Compte personnel de formation en euros : que gagnent et perdent les salariés?
C’est un sujet qui fait des vagues : le compte personnel de formation, jusqu’à présent crédité en heures, va désormais être quantifié en euros. A l’origine de cette transformation, la Ministre du Travail, qui souhaite rendre le CPF plus lisible et encourager plus de Français à y accéder.
A la fois défendue et contestée, cette réforme ne laisse personne indifférent. Débat sur le taux horaire, inégalité, transparence accrue… Ce changement bouscule indéniablement le marché de la formation.
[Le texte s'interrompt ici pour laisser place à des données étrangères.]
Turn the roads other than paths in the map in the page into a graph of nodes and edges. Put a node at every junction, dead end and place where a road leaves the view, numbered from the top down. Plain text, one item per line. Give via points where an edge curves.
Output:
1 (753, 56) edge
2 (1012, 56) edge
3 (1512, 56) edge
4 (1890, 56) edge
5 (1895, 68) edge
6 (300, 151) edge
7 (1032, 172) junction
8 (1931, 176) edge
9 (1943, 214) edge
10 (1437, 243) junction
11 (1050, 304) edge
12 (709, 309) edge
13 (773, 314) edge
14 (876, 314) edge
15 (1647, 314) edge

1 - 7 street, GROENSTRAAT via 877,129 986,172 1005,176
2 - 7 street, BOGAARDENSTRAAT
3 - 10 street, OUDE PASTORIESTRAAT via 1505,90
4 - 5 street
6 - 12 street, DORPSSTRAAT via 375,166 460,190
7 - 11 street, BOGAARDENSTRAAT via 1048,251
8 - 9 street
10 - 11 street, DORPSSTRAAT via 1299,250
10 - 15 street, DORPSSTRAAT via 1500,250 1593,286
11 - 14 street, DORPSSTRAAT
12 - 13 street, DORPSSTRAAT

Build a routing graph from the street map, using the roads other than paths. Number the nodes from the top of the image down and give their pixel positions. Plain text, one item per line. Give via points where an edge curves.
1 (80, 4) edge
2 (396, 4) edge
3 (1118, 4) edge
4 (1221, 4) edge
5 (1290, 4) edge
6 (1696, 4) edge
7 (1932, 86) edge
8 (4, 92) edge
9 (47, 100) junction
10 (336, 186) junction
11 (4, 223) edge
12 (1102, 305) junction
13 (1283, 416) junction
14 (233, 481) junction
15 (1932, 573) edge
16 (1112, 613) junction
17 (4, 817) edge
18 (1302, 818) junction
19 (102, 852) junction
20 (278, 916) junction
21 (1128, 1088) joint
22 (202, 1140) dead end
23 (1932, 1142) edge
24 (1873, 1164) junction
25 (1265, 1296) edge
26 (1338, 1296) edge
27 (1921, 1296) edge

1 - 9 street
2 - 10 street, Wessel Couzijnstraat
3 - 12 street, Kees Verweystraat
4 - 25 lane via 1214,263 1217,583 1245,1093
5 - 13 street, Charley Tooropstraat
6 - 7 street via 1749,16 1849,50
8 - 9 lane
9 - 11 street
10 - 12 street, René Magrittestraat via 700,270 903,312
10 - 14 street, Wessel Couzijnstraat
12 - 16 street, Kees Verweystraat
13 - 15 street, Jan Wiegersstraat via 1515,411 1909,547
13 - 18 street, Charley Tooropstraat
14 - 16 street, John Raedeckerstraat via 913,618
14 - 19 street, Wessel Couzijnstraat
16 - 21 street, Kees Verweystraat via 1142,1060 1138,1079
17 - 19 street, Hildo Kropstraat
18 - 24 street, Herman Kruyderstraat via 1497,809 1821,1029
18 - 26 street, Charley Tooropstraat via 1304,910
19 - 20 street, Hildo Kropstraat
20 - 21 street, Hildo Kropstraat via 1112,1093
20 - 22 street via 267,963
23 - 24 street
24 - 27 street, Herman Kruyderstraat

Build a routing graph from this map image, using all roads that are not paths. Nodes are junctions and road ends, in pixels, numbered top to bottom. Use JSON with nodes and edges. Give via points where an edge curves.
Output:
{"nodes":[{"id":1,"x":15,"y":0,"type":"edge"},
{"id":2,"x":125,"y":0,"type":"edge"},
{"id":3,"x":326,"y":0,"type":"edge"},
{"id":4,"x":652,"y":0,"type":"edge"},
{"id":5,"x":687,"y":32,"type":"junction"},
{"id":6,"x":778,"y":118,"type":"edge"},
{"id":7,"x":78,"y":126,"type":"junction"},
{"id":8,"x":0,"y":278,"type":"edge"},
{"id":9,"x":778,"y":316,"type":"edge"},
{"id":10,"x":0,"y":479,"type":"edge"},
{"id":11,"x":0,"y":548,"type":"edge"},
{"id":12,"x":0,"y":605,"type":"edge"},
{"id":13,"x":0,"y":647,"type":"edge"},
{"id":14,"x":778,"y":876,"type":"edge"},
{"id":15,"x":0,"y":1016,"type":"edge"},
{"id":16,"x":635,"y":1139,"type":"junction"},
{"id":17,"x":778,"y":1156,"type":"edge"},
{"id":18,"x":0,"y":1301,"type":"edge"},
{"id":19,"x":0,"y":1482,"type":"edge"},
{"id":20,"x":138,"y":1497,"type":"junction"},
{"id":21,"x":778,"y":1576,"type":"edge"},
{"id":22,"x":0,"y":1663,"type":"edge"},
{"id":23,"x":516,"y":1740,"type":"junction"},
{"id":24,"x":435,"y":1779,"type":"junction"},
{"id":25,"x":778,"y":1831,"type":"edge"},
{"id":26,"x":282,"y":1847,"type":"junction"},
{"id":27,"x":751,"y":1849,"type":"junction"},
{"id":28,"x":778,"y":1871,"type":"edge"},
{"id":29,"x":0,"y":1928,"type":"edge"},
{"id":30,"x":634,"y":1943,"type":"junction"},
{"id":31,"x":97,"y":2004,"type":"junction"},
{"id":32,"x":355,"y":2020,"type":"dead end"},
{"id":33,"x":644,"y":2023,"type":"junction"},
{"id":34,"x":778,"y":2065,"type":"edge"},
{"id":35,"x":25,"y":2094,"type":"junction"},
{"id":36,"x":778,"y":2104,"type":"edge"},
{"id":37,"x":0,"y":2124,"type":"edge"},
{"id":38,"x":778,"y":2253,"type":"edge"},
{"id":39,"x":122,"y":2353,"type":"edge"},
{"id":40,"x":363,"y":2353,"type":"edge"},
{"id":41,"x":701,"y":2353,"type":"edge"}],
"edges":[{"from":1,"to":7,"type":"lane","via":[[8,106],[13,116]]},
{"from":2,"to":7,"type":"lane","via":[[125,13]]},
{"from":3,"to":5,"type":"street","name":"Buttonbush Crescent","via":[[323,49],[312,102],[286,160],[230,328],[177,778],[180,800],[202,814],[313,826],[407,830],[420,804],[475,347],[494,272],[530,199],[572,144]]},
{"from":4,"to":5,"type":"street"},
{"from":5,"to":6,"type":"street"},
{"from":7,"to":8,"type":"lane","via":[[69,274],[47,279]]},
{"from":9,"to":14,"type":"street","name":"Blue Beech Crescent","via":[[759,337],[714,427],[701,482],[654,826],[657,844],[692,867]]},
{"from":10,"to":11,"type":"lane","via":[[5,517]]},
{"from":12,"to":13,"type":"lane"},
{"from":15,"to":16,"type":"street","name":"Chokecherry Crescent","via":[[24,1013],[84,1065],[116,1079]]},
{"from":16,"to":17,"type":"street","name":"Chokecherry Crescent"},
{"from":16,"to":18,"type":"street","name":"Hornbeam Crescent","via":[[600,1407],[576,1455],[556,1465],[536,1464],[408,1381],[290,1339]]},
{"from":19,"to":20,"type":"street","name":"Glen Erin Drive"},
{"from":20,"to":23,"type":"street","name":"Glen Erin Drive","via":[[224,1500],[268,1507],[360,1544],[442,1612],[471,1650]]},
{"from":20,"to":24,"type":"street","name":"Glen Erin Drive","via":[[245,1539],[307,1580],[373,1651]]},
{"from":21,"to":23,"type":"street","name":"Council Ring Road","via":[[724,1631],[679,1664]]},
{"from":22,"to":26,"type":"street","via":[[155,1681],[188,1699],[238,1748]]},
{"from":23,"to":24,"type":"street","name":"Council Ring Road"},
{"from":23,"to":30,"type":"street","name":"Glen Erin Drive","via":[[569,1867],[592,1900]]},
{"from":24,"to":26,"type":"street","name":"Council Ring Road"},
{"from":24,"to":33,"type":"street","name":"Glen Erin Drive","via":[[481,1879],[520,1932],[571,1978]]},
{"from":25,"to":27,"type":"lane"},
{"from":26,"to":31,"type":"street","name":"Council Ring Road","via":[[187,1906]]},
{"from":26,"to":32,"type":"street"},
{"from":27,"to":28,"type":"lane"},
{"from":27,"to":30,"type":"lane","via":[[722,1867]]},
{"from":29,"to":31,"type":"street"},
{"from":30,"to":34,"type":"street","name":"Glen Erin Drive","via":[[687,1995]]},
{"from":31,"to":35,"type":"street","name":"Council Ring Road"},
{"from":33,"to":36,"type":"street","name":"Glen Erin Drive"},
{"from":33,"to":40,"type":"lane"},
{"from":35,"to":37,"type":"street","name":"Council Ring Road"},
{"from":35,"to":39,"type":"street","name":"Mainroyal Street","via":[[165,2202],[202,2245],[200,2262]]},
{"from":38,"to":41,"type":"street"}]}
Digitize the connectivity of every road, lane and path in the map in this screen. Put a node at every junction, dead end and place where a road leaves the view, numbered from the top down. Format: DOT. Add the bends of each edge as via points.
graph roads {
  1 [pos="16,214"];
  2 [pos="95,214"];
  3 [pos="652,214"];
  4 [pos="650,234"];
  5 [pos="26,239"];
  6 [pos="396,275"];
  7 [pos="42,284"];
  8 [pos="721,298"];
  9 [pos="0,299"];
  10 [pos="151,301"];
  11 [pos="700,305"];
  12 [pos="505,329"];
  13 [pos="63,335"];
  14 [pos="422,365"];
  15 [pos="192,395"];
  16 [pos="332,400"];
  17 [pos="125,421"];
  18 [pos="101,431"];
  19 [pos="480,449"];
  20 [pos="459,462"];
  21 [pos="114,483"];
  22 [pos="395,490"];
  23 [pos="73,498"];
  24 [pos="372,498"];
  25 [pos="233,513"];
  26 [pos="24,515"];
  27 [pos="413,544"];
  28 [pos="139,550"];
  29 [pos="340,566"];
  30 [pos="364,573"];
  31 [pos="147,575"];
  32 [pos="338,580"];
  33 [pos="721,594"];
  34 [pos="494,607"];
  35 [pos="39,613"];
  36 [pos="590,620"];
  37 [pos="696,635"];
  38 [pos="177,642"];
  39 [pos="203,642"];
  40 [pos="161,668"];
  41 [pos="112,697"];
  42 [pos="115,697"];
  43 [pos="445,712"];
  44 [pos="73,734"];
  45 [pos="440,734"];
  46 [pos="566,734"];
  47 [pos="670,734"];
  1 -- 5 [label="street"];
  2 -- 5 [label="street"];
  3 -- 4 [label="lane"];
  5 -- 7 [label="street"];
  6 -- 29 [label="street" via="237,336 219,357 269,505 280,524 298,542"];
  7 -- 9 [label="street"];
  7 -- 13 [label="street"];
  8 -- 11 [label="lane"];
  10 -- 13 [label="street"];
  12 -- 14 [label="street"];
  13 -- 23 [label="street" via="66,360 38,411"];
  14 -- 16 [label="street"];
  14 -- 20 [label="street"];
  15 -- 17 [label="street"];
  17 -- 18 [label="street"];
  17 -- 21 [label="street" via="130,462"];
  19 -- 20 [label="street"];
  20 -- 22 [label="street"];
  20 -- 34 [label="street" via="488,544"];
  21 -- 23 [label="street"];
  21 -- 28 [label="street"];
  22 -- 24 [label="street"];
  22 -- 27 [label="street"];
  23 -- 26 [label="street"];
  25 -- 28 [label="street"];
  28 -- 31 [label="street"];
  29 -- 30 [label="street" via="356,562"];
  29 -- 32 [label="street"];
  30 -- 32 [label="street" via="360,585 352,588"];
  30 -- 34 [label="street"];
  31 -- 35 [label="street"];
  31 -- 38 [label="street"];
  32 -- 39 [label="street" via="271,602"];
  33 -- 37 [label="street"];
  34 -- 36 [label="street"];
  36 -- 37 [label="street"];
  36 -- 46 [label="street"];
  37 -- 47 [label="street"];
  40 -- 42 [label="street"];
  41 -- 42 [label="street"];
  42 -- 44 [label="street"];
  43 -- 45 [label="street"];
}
La question que tout le monde se pose : les salariés vont-ils y gagner ou y perdre?
D’heures de formation à euros : plus de transparence, mais à quel prix ?
Toute cette réforme repose sur un changement « d’apparence » du CPF. D’heures de formations, notion jugée vague et intangible pour les salariés, on va passer à des euros sonnants et trébuchants.
Alors que cette mesure a pour but de créer plus de transparence pour les salariés et entreprises, les partenaires sociaux s’inquiètent cependant de ses contrecoups négatifs – notamment en termes d’inégalité entre les salariés – alors qu’ils viennent justement de négocier de nouveaux accords sur l’augmentation des heures du CPF.
Le nombre d’heures de formation est en effet passé à 35 par an pour un salarié à temps plein, avec une limite à 100 heures. Selon le Ministère du Travail, ces heures seront converties en un budget de formation 500€ par an, avec un plafond à 5000€ par salarié – sauf les salariés « non qualifiés » qui auront droit à 800€/an et jusqu’à 8000€ en total.
Un rapide calcul nous informe que l’heure de formation est ainsi évaluée à 14,28€.
Ce taux semble bas pour certains qui ont peur que cela fasse émerger plus d’inégalités. Dans l’industrie par exemple, les formations nécessitent du matériel technique qui augmente considérablement leur coût.
De l’autre côté, cela permet plus d’égalité entre les branches d’activités et les OPCAs qui les gèrent. Tous n’ont en effet pas le même coût horaire pour une formation. Certains OPCAs sont par ailleurs accusés d’augmenter artificiellement le coût des formations afin de ne pas perdre les financements excédentaires versés par l’Etat – voire de privilégier certains organismes de formation.
Passer le CPF en euros permettra ainsi de se rendre compte plus clairement de ces différences et de limiter les inégalités actuelles.
L’accès à la formation améliorée ?
Plus que la transparence, c’est l’accessibilité au CPF qui souhaite être améliorée par le Ministère du Travail.
Celui-ci a ainsi annoncé la création d’une application mobile qui permettra à tout actif de consulter les formations autour de lui ainsi que le solde actuel de son compte de formation. En effectuant cette transformation vers le digital, le CPF prend un tournant indéniable vers le mobile learning. Plus besoin de passer par l’OPCA ni par l’entreprise : les budgets de formation seront directement collectés par l’URSSAF et le salarié n’aura pas besoin de faire des démarches pour avoir accès à son CPF.
Même si cela facilite considérablement l’accès aux formations, cela signifie également que les OPCAs ne pourront plus abonder, comme elles le faisaient jusqu’à présent. En effet, si une branche d’activité décidait de mettre l’accent sur une compétence particulière par exemple, les actifs qui n’avaient pas suffisamment d’heures de formation pour accéder à une formation pouvait tout de même y avoir droit.
Avec le nouveau système, ce sont les entreprises – voire même les salariés directement – qui devront potentiellement compléter cette différence.
Une inflation à prévoir pour le CPF?
Enfin, le dernier point abordé – et pas des moindres – est celui de l’inflation potentielle du marché de la formation. En libérant ce marché, les syndicats craignent que le coût des heures de formation augmente. De l’autre côté, l’État affirme que cette libre concurrence permettra une meilleure autorégulation du marché, avec une possible déflation pour limiter la casse sur le taux de remboursement. C’est un débat politique bien connu, entre libéralisation et règlementation du marché.
Une chose est sûre cependant : même si ce sujet porte à débat et laisse des questions en suspens, il aura au moins le mérite de faire connaitre le CPF au grand public. Utilisé aujourd’hui par seulement 3 Français sur 10, le but de cette réforme est en effet qu’il soit mieux connu des salariés. En ce sens – c’est donc déjà un succès.